If you are more familiar with the space and start to look for the smaller shops which don't have the same degree of capacity issues, there are certainly strong funds to be found (yes even in Q1 this year).

Same answer re the commoditised question - absolutely at the bigger shops, maybe/depends at the smaller ones.

 

It's been a crazy past few weeks. I've never seen this kind of volatility since back when I was trading equities and Getco's algos blew up in 2012 or 2013. I can't remember exactly what year. but that was only for a day or two. Anyway, I understand why a lot of hedge funds blew up with their relative value strategies with correlated instruments breakout down and diverting to unprecedented levels. Typically in this kind of environment, would quant strategies focused more on intra-day momentum, reaping ticks be more advantageous? Is this common or sought for compared to RV strategies? The point im getting at is these mega hedge funds took huge losses and these PMs are no rookies. I feel like realizing PnL from small tick moves and going in and out all day is safer. I mean the transaction cost might be a burden but I feel like overall, as long as you're right most of the time, it would be a better bet? The point I'm trading to make is these PMs are no rookies and they took a huge loss. Typically RV strategies don't tend to do well during market turmoil. I've created an algo where it takes advantage of intra-day mean reversion, scalping ticks in and out and I just feel like what I'm doing would be a safer bet being as long as there is a volatility, I will always make money. Of course, what I'm doing is not scalable to manage hundreds of millions but I just feel like it's safer. Yes, the transaction cost would be a burden but as long as I'm net positive, why not?

 

Have to double post because my revised comment is not saving down.

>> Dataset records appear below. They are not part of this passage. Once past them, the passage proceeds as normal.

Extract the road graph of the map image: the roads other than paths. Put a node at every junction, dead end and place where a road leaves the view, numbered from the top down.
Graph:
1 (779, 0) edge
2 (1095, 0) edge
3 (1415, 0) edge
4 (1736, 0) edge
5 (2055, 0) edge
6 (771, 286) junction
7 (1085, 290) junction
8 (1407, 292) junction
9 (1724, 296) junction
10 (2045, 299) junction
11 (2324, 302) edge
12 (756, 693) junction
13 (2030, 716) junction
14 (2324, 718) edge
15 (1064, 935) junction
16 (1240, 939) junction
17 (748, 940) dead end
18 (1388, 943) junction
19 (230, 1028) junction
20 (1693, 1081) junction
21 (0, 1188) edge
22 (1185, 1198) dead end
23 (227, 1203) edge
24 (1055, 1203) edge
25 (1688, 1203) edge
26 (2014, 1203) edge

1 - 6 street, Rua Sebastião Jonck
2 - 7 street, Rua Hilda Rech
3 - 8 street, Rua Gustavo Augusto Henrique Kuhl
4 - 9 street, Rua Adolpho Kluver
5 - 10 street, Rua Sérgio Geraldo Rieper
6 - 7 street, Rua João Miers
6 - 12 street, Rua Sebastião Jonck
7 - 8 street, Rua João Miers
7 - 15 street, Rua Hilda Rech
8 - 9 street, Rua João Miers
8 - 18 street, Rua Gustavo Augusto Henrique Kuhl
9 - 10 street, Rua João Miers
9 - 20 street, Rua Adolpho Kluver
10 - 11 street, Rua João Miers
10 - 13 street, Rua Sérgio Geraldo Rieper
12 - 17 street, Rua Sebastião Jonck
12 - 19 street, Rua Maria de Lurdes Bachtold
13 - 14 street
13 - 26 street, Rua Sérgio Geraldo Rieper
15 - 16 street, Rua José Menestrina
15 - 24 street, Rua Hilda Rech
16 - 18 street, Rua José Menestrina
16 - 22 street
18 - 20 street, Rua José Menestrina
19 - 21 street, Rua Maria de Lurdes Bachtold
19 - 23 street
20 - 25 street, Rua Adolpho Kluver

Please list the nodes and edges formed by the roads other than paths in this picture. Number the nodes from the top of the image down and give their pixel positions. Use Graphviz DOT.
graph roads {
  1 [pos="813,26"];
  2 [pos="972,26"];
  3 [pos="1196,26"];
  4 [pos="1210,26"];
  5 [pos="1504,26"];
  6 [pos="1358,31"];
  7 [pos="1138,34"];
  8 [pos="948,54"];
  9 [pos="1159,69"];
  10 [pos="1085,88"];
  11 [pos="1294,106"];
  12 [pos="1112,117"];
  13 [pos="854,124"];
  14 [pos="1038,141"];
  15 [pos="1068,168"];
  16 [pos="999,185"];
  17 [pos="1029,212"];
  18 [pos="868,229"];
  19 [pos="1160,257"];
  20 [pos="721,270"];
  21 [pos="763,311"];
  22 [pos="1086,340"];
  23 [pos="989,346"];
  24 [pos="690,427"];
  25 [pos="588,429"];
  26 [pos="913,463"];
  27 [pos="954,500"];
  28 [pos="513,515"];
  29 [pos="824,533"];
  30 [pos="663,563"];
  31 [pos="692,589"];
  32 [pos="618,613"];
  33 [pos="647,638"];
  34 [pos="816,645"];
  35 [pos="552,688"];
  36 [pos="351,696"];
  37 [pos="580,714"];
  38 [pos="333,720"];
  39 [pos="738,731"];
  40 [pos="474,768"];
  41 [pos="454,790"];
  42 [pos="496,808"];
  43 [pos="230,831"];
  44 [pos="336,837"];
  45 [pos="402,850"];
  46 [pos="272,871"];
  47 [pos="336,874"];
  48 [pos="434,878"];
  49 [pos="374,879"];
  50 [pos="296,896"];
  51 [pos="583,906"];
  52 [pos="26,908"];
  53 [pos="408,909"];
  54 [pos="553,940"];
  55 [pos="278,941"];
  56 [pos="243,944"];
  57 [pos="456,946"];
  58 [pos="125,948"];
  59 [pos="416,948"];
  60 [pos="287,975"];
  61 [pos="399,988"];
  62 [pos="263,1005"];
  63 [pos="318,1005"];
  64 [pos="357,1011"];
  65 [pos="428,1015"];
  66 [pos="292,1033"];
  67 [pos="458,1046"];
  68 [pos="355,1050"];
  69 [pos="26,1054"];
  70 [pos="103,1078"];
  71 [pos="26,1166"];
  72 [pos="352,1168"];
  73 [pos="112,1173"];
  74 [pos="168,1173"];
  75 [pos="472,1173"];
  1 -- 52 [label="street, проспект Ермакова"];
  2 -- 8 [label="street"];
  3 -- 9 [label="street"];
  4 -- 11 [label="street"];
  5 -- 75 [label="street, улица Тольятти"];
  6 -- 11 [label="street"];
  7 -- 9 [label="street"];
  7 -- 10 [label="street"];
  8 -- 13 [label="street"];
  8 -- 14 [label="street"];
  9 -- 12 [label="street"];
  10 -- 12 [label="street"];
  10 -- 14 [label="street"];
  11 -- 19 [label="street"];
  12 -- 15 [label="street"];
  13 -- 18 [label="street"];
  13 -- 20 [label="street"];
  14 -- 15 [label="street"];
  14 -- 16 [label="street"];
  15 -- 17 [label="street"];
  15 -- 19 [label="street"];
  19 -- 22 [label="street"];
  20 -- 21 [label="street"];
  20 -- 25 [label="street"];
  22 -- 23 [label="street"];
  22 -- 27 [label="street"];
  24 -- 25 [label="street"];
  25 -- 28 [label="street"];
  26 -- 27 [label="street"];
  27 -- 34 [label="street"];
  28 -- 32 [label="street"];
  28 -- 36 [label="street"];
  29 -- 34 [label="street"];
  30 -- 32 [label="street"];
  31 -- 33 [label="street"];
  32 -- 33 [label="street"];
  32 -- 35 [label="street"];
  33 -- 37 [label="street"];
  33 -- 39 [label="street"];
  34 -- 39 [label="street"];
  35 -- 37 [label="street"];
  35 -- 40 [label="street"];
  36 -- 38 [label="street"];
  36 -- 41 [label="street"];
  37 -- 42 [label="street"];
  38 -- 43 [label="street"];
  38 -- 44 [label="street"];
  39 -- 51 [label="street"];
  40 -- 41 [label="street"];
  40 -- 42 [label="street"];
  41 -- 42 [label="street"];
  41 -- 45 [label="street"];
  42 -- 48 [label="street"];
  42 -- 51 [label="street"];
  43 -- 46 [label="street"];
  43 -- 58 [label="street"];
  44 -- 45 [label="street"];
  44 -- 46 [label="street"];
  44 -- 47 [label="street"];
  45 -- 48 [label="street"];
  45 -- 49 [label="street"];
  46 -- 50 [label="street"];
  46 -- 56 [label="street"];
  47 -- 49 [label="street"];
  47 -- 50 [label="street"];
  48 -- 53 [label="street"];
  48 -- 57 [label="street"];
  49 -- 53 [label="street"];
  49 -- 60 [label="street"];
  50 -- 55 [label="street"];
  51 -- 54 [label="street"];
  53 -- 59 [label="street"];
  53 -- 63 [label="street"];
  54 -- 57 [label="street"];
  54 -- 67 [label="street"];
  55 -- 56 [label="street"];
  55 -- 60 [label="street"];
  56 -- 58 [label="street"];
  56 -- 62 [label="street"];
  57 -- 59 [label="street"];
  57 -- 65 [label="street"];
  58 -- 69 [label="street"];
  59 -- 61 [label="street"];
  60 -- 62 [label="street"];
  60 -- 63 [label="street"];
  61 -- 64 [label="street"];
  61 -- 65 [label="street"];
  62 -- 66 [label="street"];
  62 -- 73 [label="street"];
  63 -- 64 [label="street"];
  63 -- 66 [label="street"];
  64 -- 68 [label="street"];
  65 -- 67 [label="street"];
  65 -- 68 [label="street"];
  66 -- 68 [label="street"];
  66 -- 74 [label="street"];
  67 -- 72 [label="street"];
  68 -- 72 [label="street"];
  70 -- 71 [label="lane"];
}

It's been a crazy past few weeks. I've never seen this kind of volatility since back when I was trading equities and Getco's algos blew up in 2012 or 2013. I can't remember exactly what year. but that was only for a day or two. Anyway, I understand why a lot of hedge funds blew up with their relative value strategies with correlated instruments breakout down and diverting to unprecedented levels. Typically in this kind of environment, would quant strategies focused more on intra-day momentum, reaping ticks be more advantageous? Is this common or sought for compared to RV strategies? The point im getting at is these mega hedge funds took huge losses and these PMs are no rookies. I feel like realizing PnL from small tick moves and going in and out all day is safer. I mean the transaction cost might be a burden but I feel like overall, as long as you're right most of the time, it would be a better bet? The point I'm trying to make is these PMs are no rookies and they took a huge loss. Typically RV strategies don't tend to do well during market turmoil. I've created an algo where it takes advantage of intra-day mean reversion, scalping ticks in and out and I just feel like what I'm doing would be a safer bet being as long as there is a volatility, I will always make money. Of course, what I'm doing is not scalable to manage hundreds of millions but I just feel like it's safer. Yes, the transaction cost would be a burden but as long as I'm net positive, why not?

 

easy one: - if you are serious in HFT/market making is kdb c++/java and a bit of python - if you are serious in quant funds: probably the same mix, with a bit of mongodb/postgres

1) both pretty much all (with people monitoring it) 2) python is the standard pretty much everywhere for r&d (someone is using julia, but I have never tried), production is c++/java/go

 

400k out of college is fake news, it's possible to get 1 time of your salary, which is similar to IB comp

quant trading is different from quant pricing, the former is heavily biased towards stats, the latter is more fin math.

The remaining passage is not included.